▶ **What to work on**
To complete this task, print all the data below exactly but leave out the images.

================================

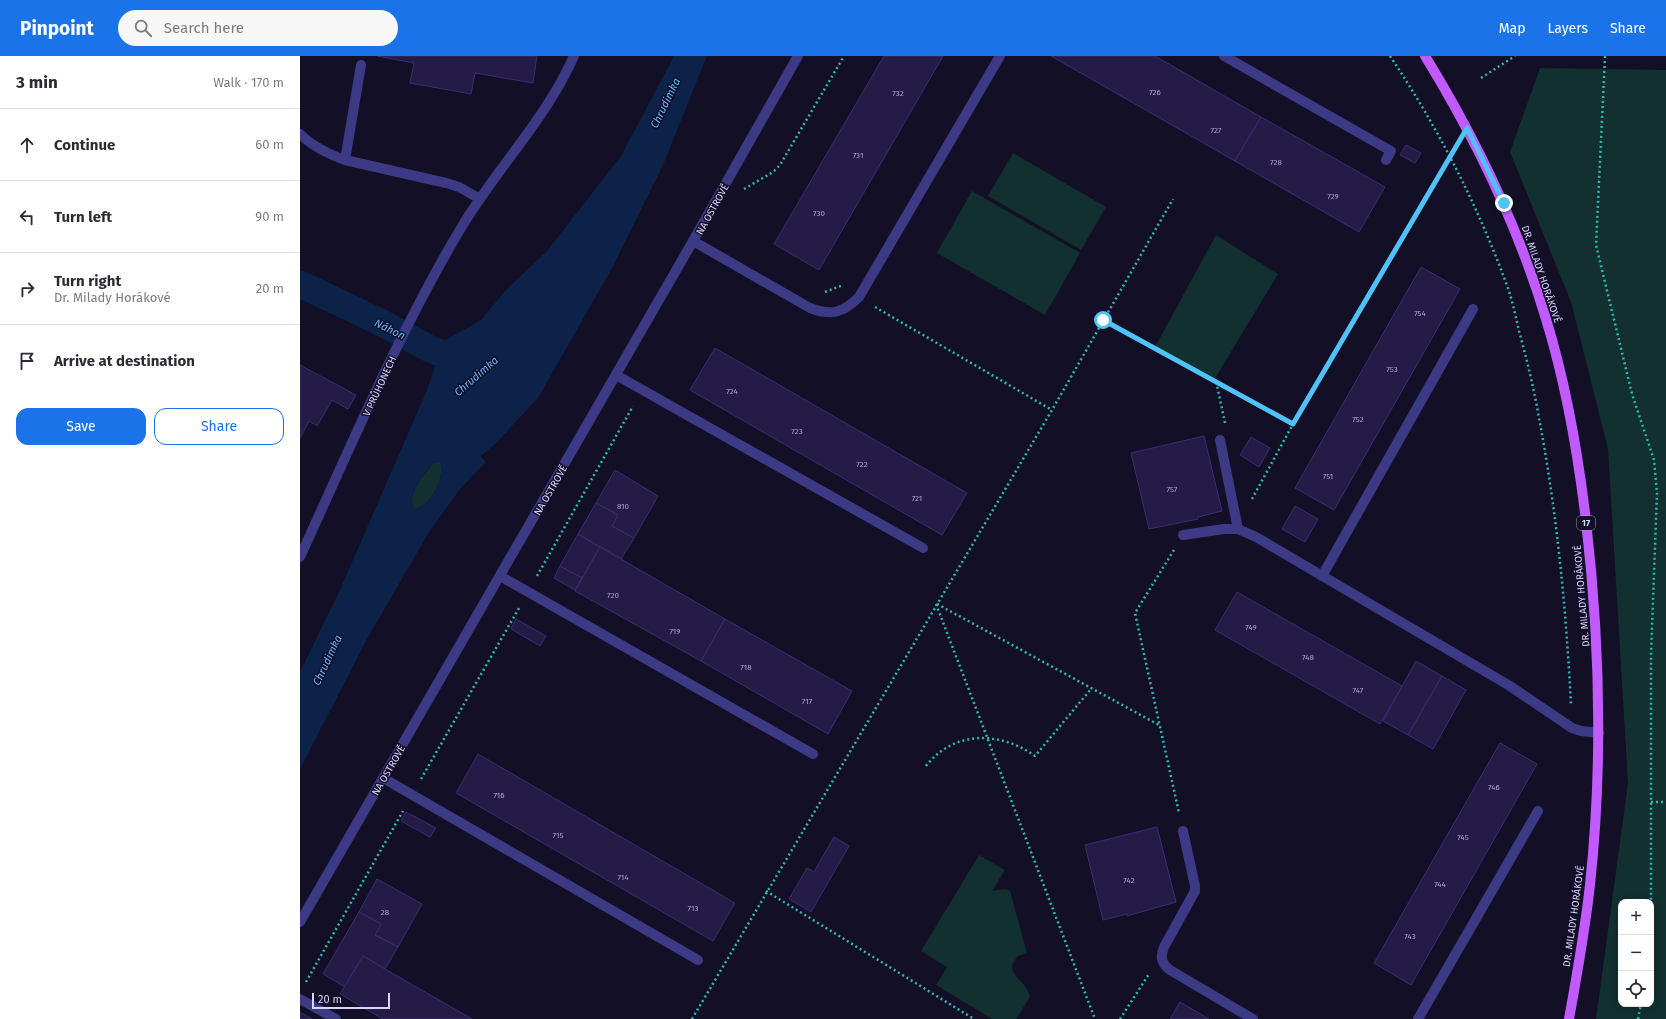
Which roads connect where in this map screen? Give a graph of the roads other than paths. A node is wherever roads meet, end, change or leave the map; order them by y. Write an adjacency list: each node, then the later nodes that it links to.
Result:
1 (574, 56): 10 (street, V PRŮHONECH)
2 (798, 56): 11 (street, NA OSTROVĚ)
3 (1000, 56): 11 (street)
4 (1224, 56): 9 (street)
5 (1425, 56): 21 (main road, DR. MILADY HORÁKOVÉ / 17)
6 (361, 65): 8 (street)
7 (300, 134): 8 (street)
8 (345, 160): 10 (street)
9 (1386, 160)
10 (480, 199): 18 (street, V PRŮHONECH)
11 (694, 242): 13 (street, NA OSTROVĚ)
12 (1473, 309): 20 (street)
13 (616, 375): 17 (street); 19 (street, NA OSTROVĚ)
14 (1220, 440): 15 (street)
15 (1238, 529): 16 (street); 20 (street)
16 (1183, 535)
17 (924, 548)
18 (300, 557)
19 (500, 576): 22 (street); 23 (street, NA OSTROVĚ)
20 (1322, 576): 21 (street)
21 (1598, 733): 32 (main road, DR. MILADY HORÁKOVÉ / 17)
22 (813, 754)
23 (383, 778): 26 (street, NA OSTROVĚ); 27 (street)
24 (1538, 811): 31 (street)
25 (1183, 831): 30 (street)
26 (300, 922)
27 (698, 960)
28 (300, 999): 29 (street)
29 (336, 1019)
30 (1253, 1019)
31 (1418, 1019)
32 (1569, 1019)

================================

▶ **Solution below**
Which roads connect where in this map screen? Give a graph of the roads other than paths. A node is wherever roads meet, end, change or leave the map; order them by y. Write an adjacency list: each node, then the later nodes that it links to.
Result:
1 (574, 56): 10 (street, V PRŮHONECH)
2 (798, 56): 11 (street, NA OSTROVĚ)
3 (1000, 56): 11 (street)
4 (1224, 56): 9 (street)
5 (1425, 56): 21 (main road, DR. MILADY HORÁKOVÉ / 17)
6 (361, 65): 8 (street)
7 (300, 134): 8 (street)
8 (345, 160): 10 (street)
9 (1386, 160)
10 (480, 199): 18 (street, V PRŮHONECH)
11 (694, 242): 13 (street, NA OSTROVĚ)
12 (1473, 309): 20 (street)
13 (616, 375): 17 (street); 19 (street, NA OSTROVĚ)
14 (1220, 440): 15 (street)
15 (1238, 529): 16 (street); 20 (street)
16 (1183, 535)
17 (924, 548)
18 (300, 557)
19 (500, 576): 22 (street); 23 (street, NA OSTROVĚ)
20 (1322, 576): 21 (street)
21 (1598, 733): 32 (main road, DR. MILADY HORÁKOVÉ / 17)
22 (813, 754)
23 (383, 778): 26 (street, NA OSTROVĚ); 27 (street)
24 (1538, 811): 31 (street)
25 (1183, 831): 30 (street)
26 (300, 922)
27 (698, 960)
28 (300, 999): 29 (street)
29 (336, 1019)
30 (1253, 1019)
31 (1418, 1019)
32 (1569, 1019)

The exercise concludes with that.